Paylaş
İzlandalılar’a sorarsanız her zaman. Bana sorarsanız kuzey ışıklarını görebileceğiniz, havanın da henüz çok soğumadığı, turist kalabalığının azalmaya başladığı Eylül’ün ikinci yarısı İzlanda’ya gitmek için en iyi zaman. İzlanda’nın yüksek sezonu kabul edilen yaz aylarında gittiğinizde Eylül’de göremeyeceğiniz Puffin kuşlarını görebilir, balina gözlem turlarına katılabilirsiniz. Yine de kuzey ışıkları mı puffinler mi, bence kuzey ışıkları!
Ülke bu kadar güzel olunca görülecek yer sayısı da oldukça fazla. Biz tüm ülkeyi dolaşan Ring Road rotasını yaptık, çoğunlukla gidenler başkent Reykjavik’e yakın olan Golden Circle rotasını yapmakla yetiniyor. Bana sorarsanız İzlanda’ya en az bir hafta ayırıp ülkenin altını üstüne getirmenizi öneririm, 3-4 gün yeter diyenlere aldırmayın! İzlanda’da seyahat etmenin en pratik yolu araç kiralamak, 4x4 araç kiralarsanız istediğiniz her yere rahatça ulaşabilirsiniz, binek araçların tali/bozuk tüm yollara girmesi yasak.

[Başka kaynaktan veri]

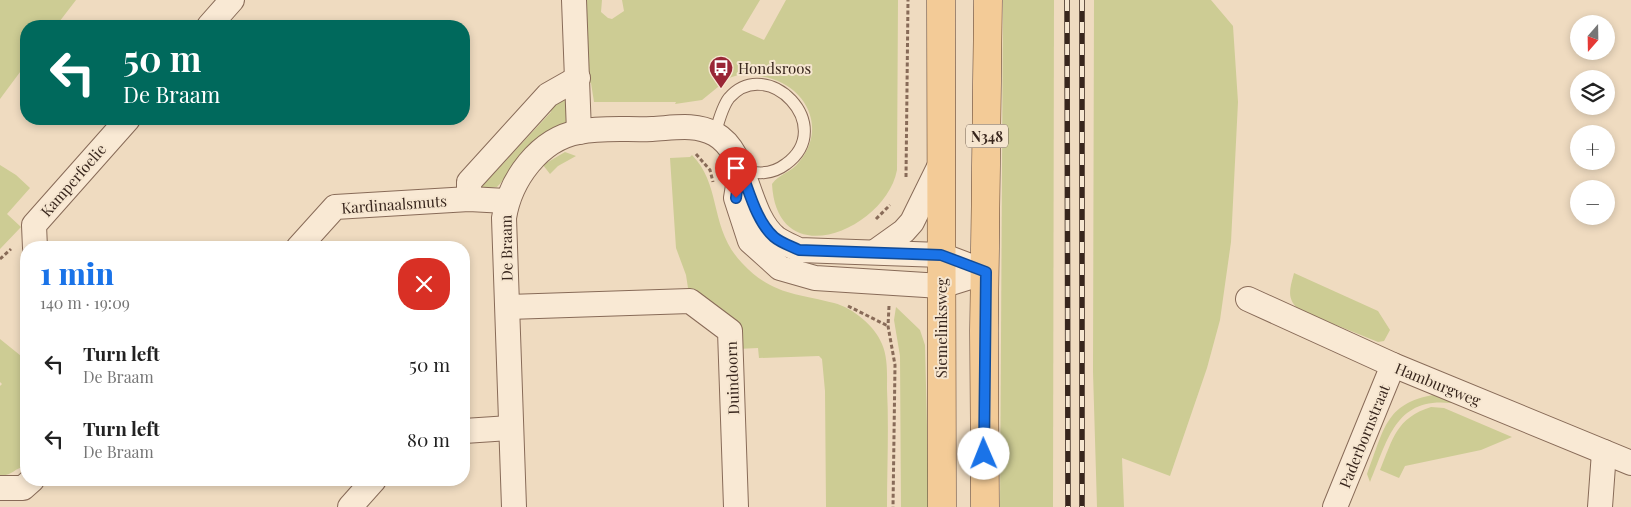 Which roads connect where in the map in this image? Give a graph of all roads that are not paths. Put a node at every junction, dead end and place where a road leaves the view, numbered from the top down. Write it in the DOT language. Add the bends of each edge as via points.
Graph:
graph roads {
  1 [pos="232,0"];
  2 [pos="574,0"];
  3 [pos="941,0"];
  4 [pos="988,0"];
  5 [pos="214,20"];
  6 [pos="578,78"];
  7 [pos="123,125"];
  8 [pos="579,132"];
  9 [pos="715,134"];
  10 [pos="940,165"];
  11 [pos="740,168"];
  12 [pos="469,199"];
  13 [pos="506,201"];
  14 [pos="35,241"];
  15 [pos="304,241"];
  16 [pos="876,251"];
  17 [pos="941,255"];
  18 [pos="986,272"];
  19 [pos="941,286"];
  20 [pos="1248,299"];
  21 [pos="508,307"];
  22 [pos="1393,365"];
  23 [pos="510,428"];
  24 [pos="470,431"];
  25 [pos="1604,452"];
  26 [pos="1631,462"];
  27 [pos="24,486"];
  28 [pos="369,486"];
  29 [pos="0,488"];
  30 [pos="350,507"];
  31 [pos="514,507"];
  32 [pos="736,507"];
  33 [pos="942,507"];
  34 [pos="985,507"];
  35 [pos="1335,507"];
  36 [pos="1600,507"];
  1 -- 5 [label="street"];
  2 -- 6 [label="street"];
  3 -- 10 [label="main road, Siemelinksweg"];
  4 -- 18 [label="main road, N348"];
  6 -- 8 [label="street"];
  6 -- 12 [label="street" via="548,95 524,119 469,182"];
  7 -- 14 [label="street, Kamperfoelie" via="34,226"];
  8 -- 9 [label="street, De Braam" via="696,127"];
  8 -- 13 [label="street, De Braam" via="557,140 537,156 521,173"];
  9 -- 11 [label="street" via="730,149"];
  9 -- 11 [label="lane" via="729,98 747,88 758,86 778,90 795,103 801,112 804,133 794,157 772,172 751,172"];
  10 -- 16 [label="street" via="912,222"];
  10 -- 17 [label="main road, Siemelinksweg"];
  11 -- 16 [label="street" via="759,213 769,230 783,243 799,250"];
  11 -- 19 [label="street" via="736,198 750,241 780,268 815,278"];
  12 -- 13 [label="street, Kardinaalsmuts"];
  12 -- 15 [label="street, Kardinaalsmuts" via="335,207"];
  13 -- 21 [label="street, De Braam" via="503,236"];
  16 -- 17 [label="street"];
  17 -- 18 [label="street"];
  17 -- 19 [label="main road, Siemelinksweg"];
  18 -- 19 [label="street"];
  18 -- 34 [label="main road, N348"];
  19 -- 33 [label="main road, Siemelinksweg"];
  20 -- 22 [label="street, Hamburgweg"];
  21 -- 23 [label="street, De Braam"];
  21 -- 32 [label="street, Duindoorn" via="690,301 730,331"];
  22 -- 25 [label="street, Hamburgweg"];
  22 -- 35 [label="street, Paderbornstraat"];
  23 -- 24 [label="street"];
  23 -- 31 [label="street, De Braam"];
  25 -- 26 [label="street, Hamburgweg"];
  25 -- 36 [label="street"];
  27 -- 29 [label="street"];
  28 -- 30 [label="street"];
}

İzlanda’ya gitmişken mutlaka görmeniz gereken yerlere bakalım mı?
1 - Blue Lagoon
İzlanda’da volkanik hareketlilik hala devam ediyor, ülkenin altı kaynıyor desek yeridir. Bu nedenle ülkenin pek çok yerinde kaplıcalar, termal havuzlar var. Bu kaplıcaların en ünlüsü ise Blue Lagoon. Hem başkent Reykjavik’e hem de havaalanına yakın olması nedeniyle turistlerin en çok tercih ettiği yer burası. Ancak aynı zamanda havuza girmek isterseniz ülkedeki en pahalı kaplıca da burası. Önceden rezervasyon yaptırarak havuza girebildiğiniz ve girdiğiniz saate ve içeriğe göre 60 ile 115 dolar arası para ödediğiniz bu kaplıca yerine çok daha uygun fiyatlı hatta ücretsiz kaplıcaları tercih edebilirsiniz.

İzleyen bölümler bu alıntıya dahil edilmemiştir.